The Independent Community Bankers of America (ICBA) said they support the findings. “We have to ask, ‘Who are credit unions?’ ‘Why do they exist?’ and ‘Who are they today?’” said Jason Kratovil, vice-president, congressional relations, ICBA.
He said the credit-union lending cap was put in place in 1998, but also said that in the same legislation dramatically expanded a credit unions’ ability to reach new people to join their credit union.
“Historically, they were meant to serve a very specifically designed set of people,” he said, adding that credit union members used to typically be people who could not get access to traditional banking.
Kratovil said in 1998, the credit union’s received expanded powers, but the legislation also put a cap in place regarding the dollar amounts they could lend.
He said if credit unions want to lend more money, the answer is simple. “They could then become a full-service mutual bank,” he said. “And a number have done that.”
Kratovil said any changes must come before Congress because of credit unions’ federal charter. He said it’s tough to predict what will happen.
“When you look at this year, I think they thought they had the stars aligning for them,” he said. “They had the administration on their side, they had the majority leader of the Senate on their side . . . however, enough members saw how controversial this legislation is and all indications are that they may not get a vote.”

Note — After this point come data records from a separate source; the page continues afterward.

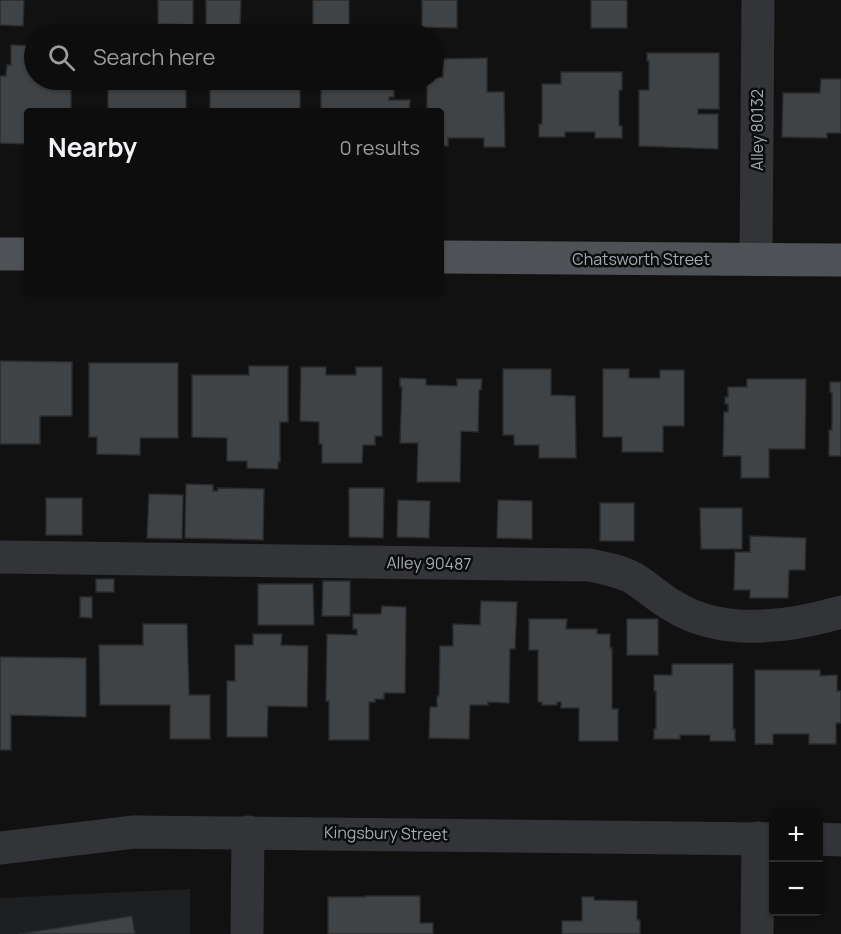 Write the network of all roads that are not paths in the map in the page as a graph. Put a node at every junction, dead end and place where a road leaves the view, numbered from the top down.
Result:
1 (758, 0) edge
2 (0, 254) edge
3 (24, 254) edge
4 (444, 257) edge
5 (756, 260) junction
6 (841, 260) edge
7 (0, 557) edge
8 (841, 612) edge
9 (248, 832) junction
10 (766, 838) edge
11 (823, 839) edge
12 (841, 840) edge
13 (0, 848) edge
14 (247, 934) edge
15 (757, 934) edge

1 - 5 street, Alley 80132
2 - 3 main road
4 - 5 main road, Chatsworth Street
5 - 6 main road, Chatsworth Street
7 - 8 street, Alley 90487
9 - 10 street, Kingsbury Street
9 - 13 street, Kingsbury Street
9 - 14 street
10 - 15 street
11 - 12 street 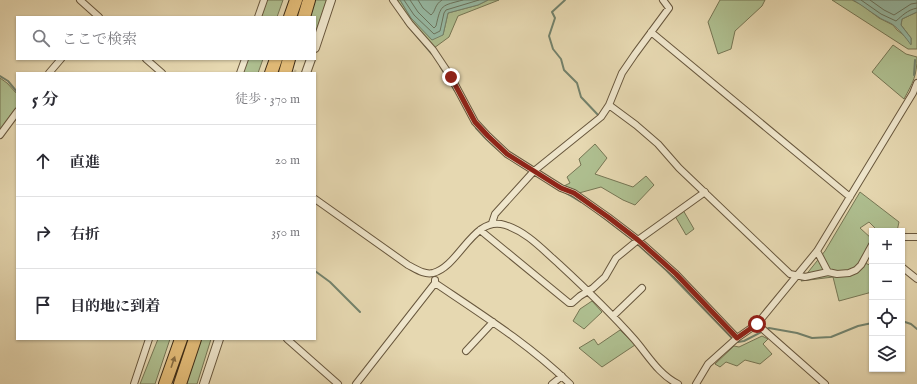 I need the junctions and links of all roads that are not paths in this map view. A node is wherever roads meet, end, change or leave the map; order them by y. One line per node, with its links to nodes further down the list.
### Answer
1 (80, 0): 8 (street)
2 (264, 0): 9 (street)
3 (296, 0): 10 (highway)
4 (309, 0): 11 (highway)
5 (331, 0): 13 (street)
6 (392, 0): 30 (street)
7 (663, 0): 12 (street)
8 (97, 16)
9 (258, 16)
10 (290, 16)
11 (304, 16)
12 (651, 32): 27 (street); 32 (street)
13 (316, 45)
14 (60, 60): 20 (street)
15 (147, 60): 21 (street)
16 (245, 60): 22 (street)
17 (276, 60): 23 (highway)
18 (289, 60): 24 (highway)
19 (311, 60): 25 (street)
20 (50, 72)
21 (161, 72)
22 (240, 72)
23 (271, 72)
24 (285, 72)
25 (306, 72)
26 (917, 83): 32 (street)
27 (609, 105): 30 (street); 31 (street)
28 (16, 113): 29 (street)
29 (0, 135)
30 (534, 171): 34 (street); 38 (street)
31 (705, 192): 38 (street); 44 (street)
32 (850, 197): 40 (street)
33 (316, 200): 43 (street)
34 (492, 223): 35 (street); 48 (street)
35 (480, 230): 43 (street); 48 (street)
36 (905, 237): 37 (street)
37 (917, 238)
38 (638, 240): 48 (street); 52 (street)
39 (869, 250): 42 (street)
40 (817, 251): 42 (street); 44 (street)
41 (905, 269): 45 (street)
42 (828, 272): 44 (street)
43 (433, 273): 46 (street)
44 (796, 276): 51 (street)
45 (917, 279)
46 (435, 283): 50 (street); 65 (street)
47 (642, 288): 49 (street)
48 (588, 290): 49 (street)
49 (613, 316): 68 (street)
50 (493, 322): 58 (street); 59 (street)
51 (759, 326): 52 (street); 70 (street)
52 (737, 338): 69 (street)
53 (149, 340): 60 (street)
54 (181, 340): 61 (highway, one-way to 54)
55 (195, 340): 62 (highway)
56 (219, 340): 63 (street)
57 (289, 340): 64 (street)
58 (466, 351)
59 (562, 376): 66 (street); 67 (street)
60 (134, 384)
61 (165, 384)
62 (180, 384)
63 (204, 384)
64 (338, 384)
65 (356, 384)
66 (552, 384)
67 (570, 384)
68 (678, 384)
69 (696, 384)
70 (825, 384) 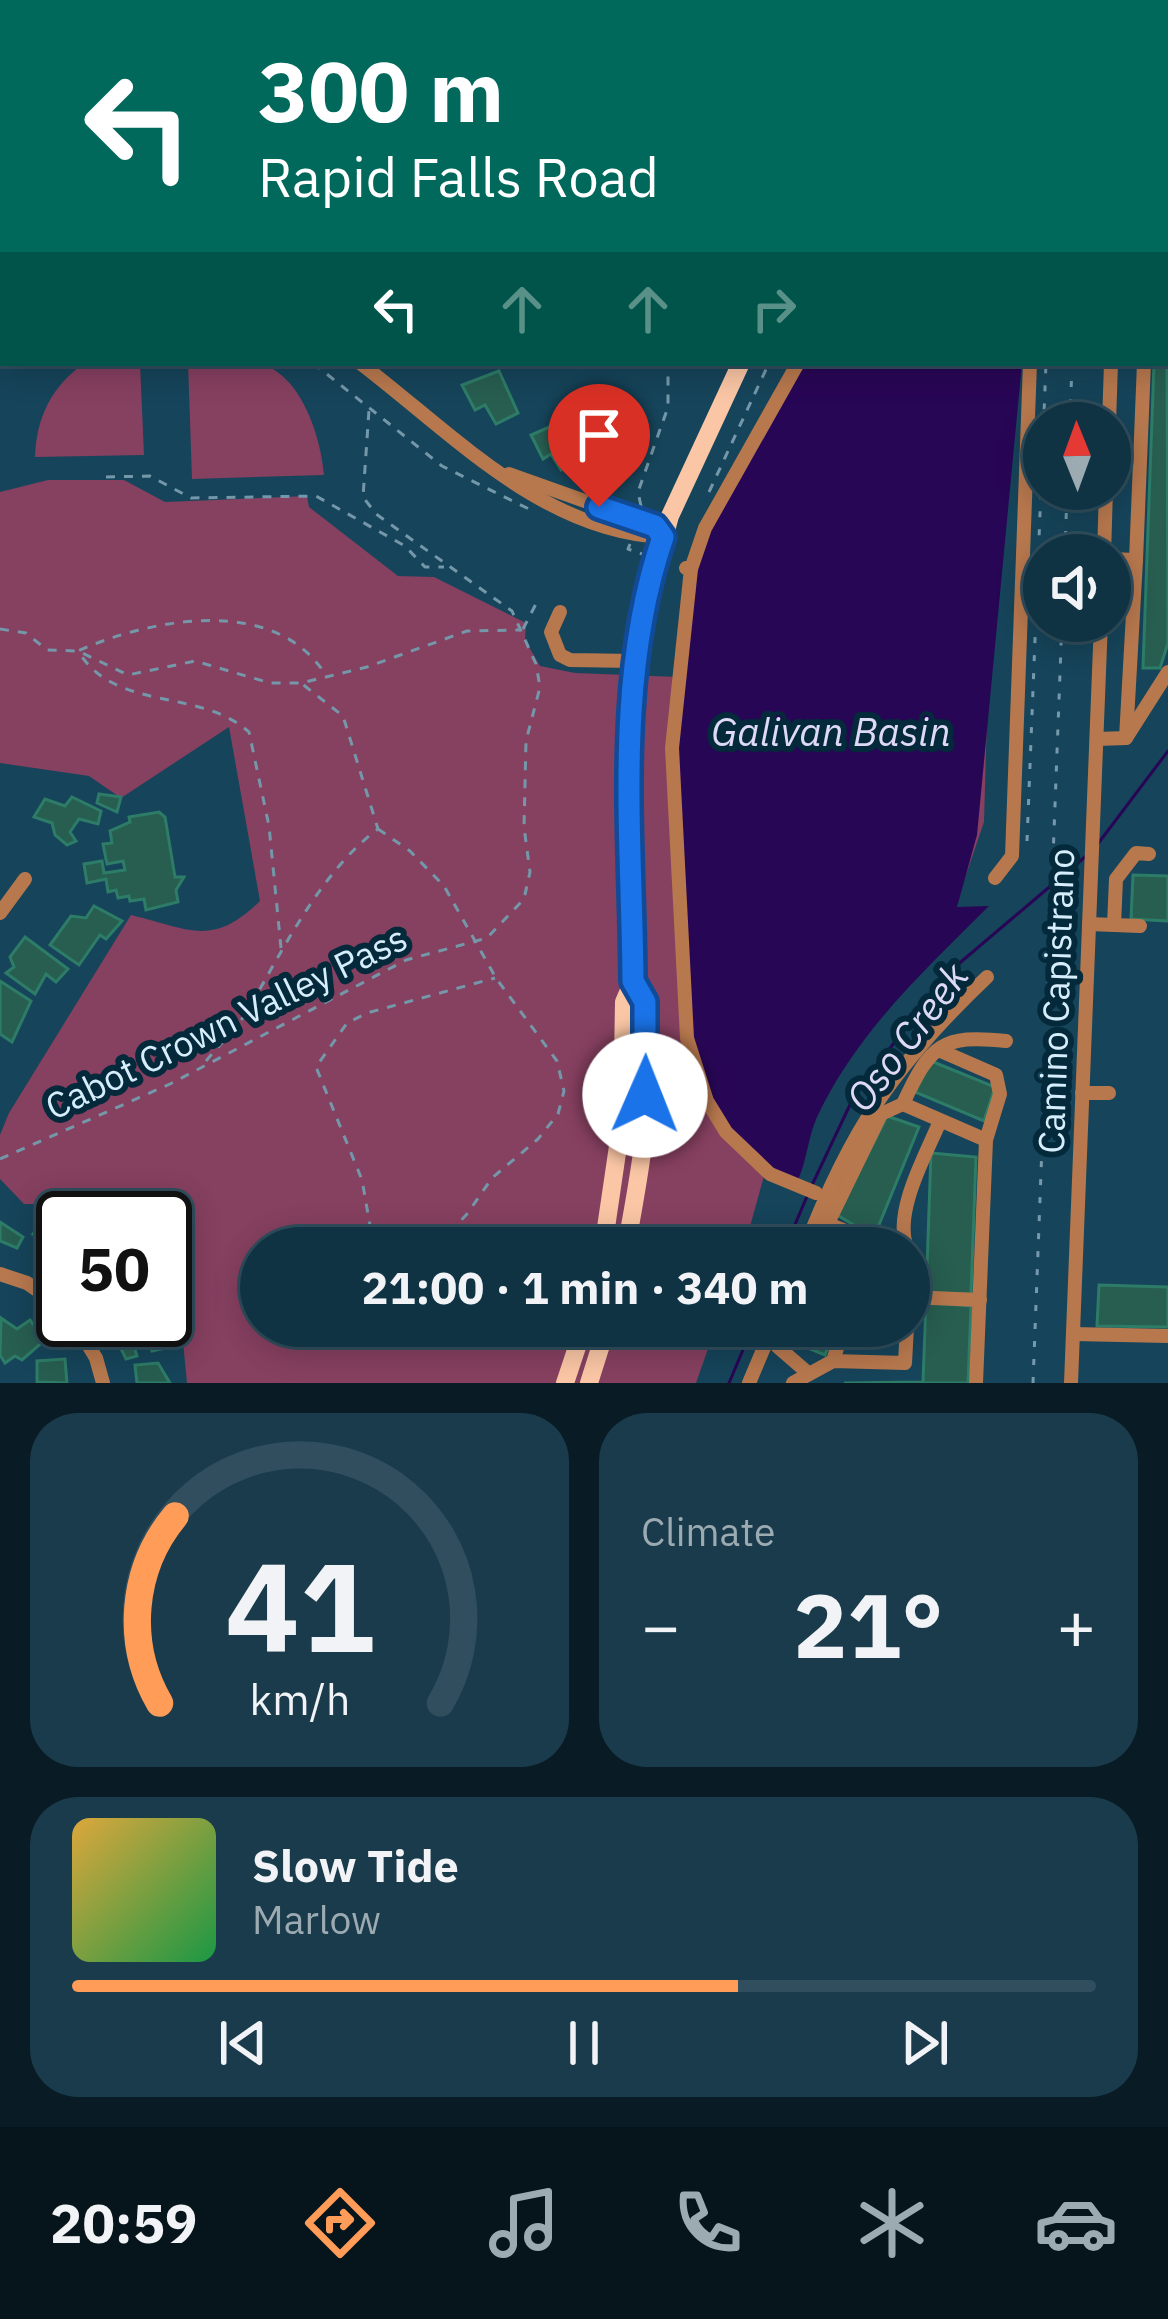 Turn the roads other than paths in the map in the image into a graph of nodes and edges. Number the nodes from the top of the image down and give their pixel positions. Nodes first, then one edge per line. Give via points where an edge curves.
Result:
1 (364, 366) edge
2 (740, 366) edge
3 (796, 366) edge
4 (1030, 366) edge
5 (1111, 366) edge
6 (1144, 366) edge
7 (1109, 402) edge
8 (503, 472) junction
9 (663, 537) junction
10 (1131, 559) edge
11 (1136, 560) junction
12 (560, 611) dead end
13 (1100, 642) edge
14 (634, 661) junction
15 (1168, 671) edge
16 (1126, 738) junction
17 (1096, 739) junction
18 (1149, 854) dead end
19 (994, 878) dead end
20 (25, 879) dead end
21 (0, 914) edge
22 (1089, 924) junction
23 (1114, 926) junction
24 (1140, 926) dead end
25 (987, 977) dead end
26 (633, 981) junction
27 (1006, 1042) dead end
28 (941, 1051) junction
29 (1082, 1093) junction
30 (1109, 1093) dead end
31 (903, 1104) junction
32 (940, 1121) junction
33 (986, 1140) junction
34 (819, 1195) junction
35 (826, 1222) junction
36 (606, 1227) edge
37 (629, 1227) edge
38 (811, 1227) edge
39 (824, 1227) edge
40 (837, 1227) edge
41 (910, 1227) edge
42 (0, 1274) edge
43 (36, 1289) edge
44 (930, 1299) edge
45 (980, 1300) junction
46 (1073, 1334) junction
47 (1168, 1336) edge
48 (90, 1347) edge
49 (577, 1347) edge
50 (600, 1347) edge
51 (764, 1347) edge
52 (778, 1347) edge
53 (836, 1347) edge
54 (906, 1347) edge
55 (829, 1364) junction
56 (808, 1373) junction
57 (104, 1383) edge
58 (565, 1383) edge
59 (589, 1383) edge
60 (749, 1383) edge
61 (793, 1383) edge
62 (825, 1383) edge
63 (976, 1383) edge
64 (1071, 1383) edge

1 - 8 street
2 - 9 main road
3 - 34 street via 689,569 672,748 687,1038 716,1118 760,1165
4 - 19 street via 1012,856
5 - 7 street
6 - 11 street
8 - 9 street via 655,526
8 - 9 street via 545,506 633,536
9 - 14 main road
10 - 11 street
11 - 16 street
12 - 14 street via 551,632 560,655
13 - 17 street, Camino Capistrano
14 - 26 main road
15 - 16 street
16 - 17 street
17 - 22 street, Camino Capistrano
18 - 23 street via 1136,853 1116,878
20 - 21 street
22 - 23 street
22 - 29 street, Camino Capistrano
23 - 24 street
25 - 34 street via 884,1087
26 - 36 main road via 624,1001 622,1119
26 - 37 main road via 645,1002 646,1058
27 - 28 street via 959,1036
28 - 31 street via 919,1069
28 - 33 street via 996,1075 1000,1094
29 - 30 street
29 - 46 street, Camino Capistrano
31 - 32 street
31 - 35 street via 881,1114
32 - 33 street
32 - 41 street via 916,1180
33 - 45 street
34 - 38 street
35 - 39 street
35 - 40 street
42 - 43 street
44 - 45 street
45 - 63 street
46 - 47 street
46 - 64 street, Camino Capistrano
48 - 57 street
49 - 58 main road
50 - 59 main road
51 - 60 street
52 - 56 street
53 - 55 street
54 - 55 street via 905,1363
55 - 56 street
55 - 62 street
56 - 61 street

But those representing the credit union, see the issue differently.
“You’re not talking about building hotels or major projects, they (the credit union lending) are typically loans to small businesses to expand,” said Mike Wishnow, senior vice-president, Pennsylvania Credit Union Association.
Wishnow said Pennsylvania has more credit unions than any other state. There are more than 450 across Pennsylvania.
“Credit unions have been giving those loans since they were founded,” he said. Wishnow said the cap put in place in the 1998 legislation was 12.2 percent of assets. The legislation currently debated would more than double that percentage.
He said in the recent crisis in the financial sector, many banks tightened their lending requirements. Credit unions have not. “When the pendulum swung in that way, we kept lending money,” he said.
Wishnow said this is not about ‘moving in’ on anyone’s turf. He said doubling the amount of money credit unions are allowed to loan is the key issue.
“Many of the loans credit unions are giving are to people who went to banks first,” he said. “And frankly, they haven’t been successful.”
He said in Pennsylvania, small-business lending has increased 20 percent and credit unions are serving a need that banks can’t. “Having someone else in the business to lend money is good for the economy, it’s good for small business and it’s good for everyone,” he said.
“As long as they are looking to expand their powers, we’re going to be right there telling people why this cap was put in place to begin with,” said Kratovil.